When she believes that Holmes will defeat her, she takes the concoction herself, transforming into a wildness they’d previously experienced earlier on the road. She becomes uncontrollable, with an irrational desire only to kill. Before the bound Gamekeeper’s agitated gaze, Watson is forced to shoot and kill his daughter.
In the weeks that follow, Watson blames himself for delivering the package all those years ago, whilst Holmes tries to make up for his erroneous quick deductions that he made about Eliza when he hadn’t been in possession of all of the facts.
A depressed and sombre Jim Hinderclay visits, on receipt of a correspondence from Holmes. Holmes has spent the weeks, in various disguises and using up a lot of credit with his brother and fellows at the Home Office, in his attempt to shut down the trade in the flower and their deadly addictive poison. The organisation to which the seeds were delivered are made to make reparations, and it turns out that they’d dismissed the Eliza due to concerns over her motives. She left, but not before secreting a number of the seeds, which she cultivated around her father’s house on her return.
Holmes tells Hinderclay that he’s done all that he could do, but the Gamekeeper quite naturally blames the death of his daughter on Holmes’ arrogance and over-confidence of his own abilities. Had Holmes arrived earlier, and not delayed his visit to the following day, the outcome may have been different. Had he not been so quick in his deductions and so confident in the conclusions he’d made, the outcome may have been different. Hinderclay warns Holmes that he’s not so infallible, and that there will be a personal price to pay.
Once again, there are few deductions to be made by Holmes (really – the “wedding band” clue again?) and the deductions that are made are hampered again by the audio medium. One of the delights of Sherlock Holmes, particularly when watching an episode or a film, are that we can see the same clues that Holmes sees and we (the viewer) have the opportunity to observe and deduce in the same way as Holmes. This adds to rewatch value in that what we missed the first time around, we have the chance to pick up on the second time around.

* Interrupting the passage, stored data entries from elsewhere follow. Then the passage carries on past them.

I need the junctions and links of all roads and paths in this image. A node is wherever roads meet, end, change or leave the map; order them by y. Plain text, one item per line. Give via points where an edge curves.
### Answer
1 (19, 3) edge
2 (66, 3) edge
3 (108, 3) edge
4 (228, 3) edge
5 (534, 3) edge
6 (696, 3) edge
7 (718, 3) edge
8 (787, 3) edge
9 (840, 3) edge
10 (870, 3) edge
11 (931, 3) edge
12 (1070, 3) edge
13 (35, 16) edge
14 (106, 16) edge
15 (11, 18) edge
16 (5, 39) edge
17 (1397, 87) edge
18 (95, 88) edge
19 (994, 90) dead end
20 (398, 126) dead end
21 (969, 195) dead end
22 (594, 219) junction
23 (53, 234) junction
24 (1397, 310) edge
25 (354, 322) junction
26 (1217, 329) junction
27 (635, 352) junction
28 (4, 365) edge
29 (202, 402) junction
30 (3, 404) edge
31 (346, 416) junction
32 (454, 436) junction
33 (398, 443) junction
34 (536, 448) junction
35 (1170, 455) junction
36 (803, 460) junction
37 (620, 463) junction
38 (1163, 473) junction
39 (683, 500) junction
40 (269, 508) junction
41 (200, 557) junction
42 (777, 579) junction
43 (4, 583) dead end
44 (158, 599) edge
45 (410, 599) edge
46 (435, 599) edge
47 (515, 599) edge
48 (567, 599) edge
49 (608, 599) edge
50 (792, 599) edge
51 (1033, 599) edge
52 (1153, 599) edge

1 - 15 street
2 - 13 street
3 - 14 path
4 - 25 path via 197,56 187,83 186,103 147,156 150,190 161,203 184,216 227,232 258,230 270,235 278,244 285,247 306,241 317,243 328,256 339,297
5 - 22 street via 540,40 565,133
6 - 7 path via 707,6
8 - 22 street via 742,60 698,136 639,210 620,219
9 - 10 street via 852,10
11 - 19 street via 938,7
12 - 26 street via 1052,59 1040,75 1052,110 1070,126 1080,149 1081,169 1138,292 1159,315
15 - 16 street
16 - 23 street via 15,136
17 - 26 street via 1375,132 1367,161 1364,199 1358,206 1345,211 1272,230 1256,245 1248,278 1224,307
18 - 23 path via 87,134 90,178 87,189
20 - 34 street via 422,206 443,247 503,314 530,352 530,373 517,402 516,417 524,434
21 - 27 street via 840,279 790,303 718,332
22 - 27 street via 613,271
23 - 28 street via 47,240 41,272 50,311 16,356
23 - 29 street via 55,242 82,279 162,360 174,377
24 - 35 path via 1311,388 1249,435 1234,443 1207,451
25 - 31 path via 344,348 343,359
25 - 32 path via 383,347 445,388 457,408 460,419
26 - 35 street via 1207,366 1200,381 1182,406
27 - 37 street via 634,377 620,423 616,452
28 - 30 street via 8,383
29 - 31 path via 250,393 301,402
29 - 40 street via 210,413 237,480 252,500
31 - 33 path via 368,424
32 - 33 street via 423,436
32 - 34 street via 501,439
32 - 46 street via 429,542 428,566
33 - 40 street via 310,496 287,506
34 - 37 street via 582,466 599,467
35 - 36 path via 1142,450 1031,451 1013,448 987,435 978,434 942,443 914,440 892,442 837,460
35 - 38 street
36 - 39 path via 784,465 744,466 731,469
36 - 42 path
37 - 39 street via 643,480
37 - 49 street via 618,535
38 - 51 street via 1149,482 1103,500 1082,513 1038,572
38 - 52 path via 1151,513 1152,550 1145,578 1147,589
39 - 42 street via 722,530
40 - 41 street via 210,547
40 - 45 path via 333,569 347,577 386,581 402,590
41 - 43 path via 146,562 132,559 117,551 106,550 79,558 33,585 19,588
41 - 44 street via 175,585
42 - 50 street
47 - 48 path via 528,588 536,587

In these audio adventures, however, the deductions suffer from the same affliction as the last few feature-length episodes of TV’s Poirot – the ones which lacked any observable clues and, instead, relied on eleventh hour knowledge gleaned by Poirot and denied to the viewer. That’s how the deductions on these audios feel. Holmes rattles off the clues behind his deductions without the listener being privy to those clues. We have to take Holmes’ conclusion based on his rapid-fire deductions without any opportunity for possible alternatives.
If it seems that I’m making a big thing out of this, it’s because I like the deductive nature of Sherlock Holmes. It’s also because there’s little else to fault about these audio adventures and to not highlight the weaknesses would leave all reviews and opinions as a casual “yay, that was fantastic wasn’t it?”. After all, the positives are as they were before. The characters are played extremely well, the atmosphere feels like a Conan Doyle story, the two leads are as captivating as always and, despite a feeling of stretching out a rather short piece of Holmes-deduction and action to a story that fits the hour-long duration, it’s a great second instalment in the set.
The adventure is followed by a 15-minute set of interviews with the cast and director in which it becomes apparent that this adventure was really about showing how Holmes could be fallible, even during the period that he was at the height of his powers. It sows the seeds of doubt in his mind, which will no doubt be expanded upon in the next adventure set some years later, culminating in the final adventure – at which point I expect Holmes will be in his retirement. This may even feed into The Adventure of the Perfidious Mariner, in which Watson found the retired Holmes hiding away in Sussex due to some past incident.